Almost all T-groups have been composed of people meeting each other for the first time. Thus they were called “stranger” groups or laboratories (“laboratory training” was an early common term for the workshop that included T-groups). Even in corporations like Avis, which in the 60’s offered many T-groups, stranger groups were the unquestioned practice.
A major challenge immediately recognized was the transfer of learning difficulties faced when participants would return to their workplace. With Richard Schmuck, who had received his doctorate with Ronald Lippitt at the Institute for Social Research at the University of Michigan, we wrote, “Laboratory training is based on the important premise that what is learned during the laboratory may be employed in real life situations…The term transfer describes the utilization in a second situation of what has been learned in a former situation. A denial of the importance of transfer would be tantamount to saying that what one learns in the laboratory is in order to do better in laboratories.” Later we state, “The problem of transfer is complicated by cultural-island approaches to laboratory training. Participants are removed from their workaday worlds to help ‘unfreeze’ daily sets, expectations, and patterns and to take fresh looks at themselves, their colleagues, and their back-home situations. In contrast, transfer would be enhanced by learning new skills in virtually the same situations as the ones in which they must be applied.” Schmuck wrote later that, “Lewin reminded his students that a focus on the intact group as the target of social-skill training necessarily differed from current visions of how to engineer community change.” (Schmuck, 2008) Indeed! The ability to transfer learning also greatly increases when T-groups are done in-house with intact groups! That intact group distinction, though historically referenced, is very cutting edge in practice today.

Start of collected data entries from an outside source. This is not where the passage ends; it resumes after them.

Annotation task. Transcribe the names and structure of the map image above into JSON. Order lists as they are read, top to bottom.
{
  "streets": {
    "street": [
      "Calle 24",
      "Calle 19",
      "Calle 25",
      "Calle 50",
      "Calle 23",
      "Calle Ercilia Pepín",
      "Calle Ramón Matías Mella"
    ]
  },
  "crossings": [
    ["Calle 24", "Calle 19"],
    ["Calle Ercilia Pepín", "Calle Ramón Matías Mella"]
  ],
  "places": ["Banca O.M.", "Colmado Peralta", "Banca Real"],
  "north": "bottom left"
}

This is not meant to disparage stranger groups. Indeed we do two such groups annually in our “adapted for industry” style. Yet to work effectively with intact groups, we have developed new strategies that maintain some significant continuity with the older forms, while also incorporating some key innovations.
Continuities with Classic T-Groups
A typical early statement by trainers historically and in our style is often something like:
“We don’t provide a topic and we don’t guide the discussion of whatever you talk about. Rather, we attempt to help with the dynamics happening while you engage.” I’ve heard novice trainers say you can’t have a topic, which, of course, is impossible. In a business environment, topics often arise about tough issues they are facing! Our task is to assist them to be 1) here-and-now (there is always a “now” component in a conversation); 2) speak from the “I” when appropriate- I feel, I think, I want (you or we is also sometimes accurate); 3) Talk to any member directly rather than about them in the 3rd person; and 4) paraphrase when differences surface.
In addition, we note dynamics such as how decisions (for instance, about the ‘topic’ being discussed) are being made in the here-and-now in the group (usually by default). As in the classical T-group, we may also mention the current stage of this group’s development. Factors such as who is talking to whom, how differences are being managed, or what patterns are emerging are also noted. One common pattern is that each person speaks but no one paraphrases or builds on what the other has said. All of these are ‘here-and-now’ moments with ‘there-and-then’ implications because these behaviors often run rampant in the workplace. “I imagine this is also familiar at work,” says the trainer. Heads nod affirmatively. “Solve this here, and you will more likely be able to solve it there.” Our ‘there and then’ interventions take them briefly to their workplace and help them begin to see the relevance of this T-group moment.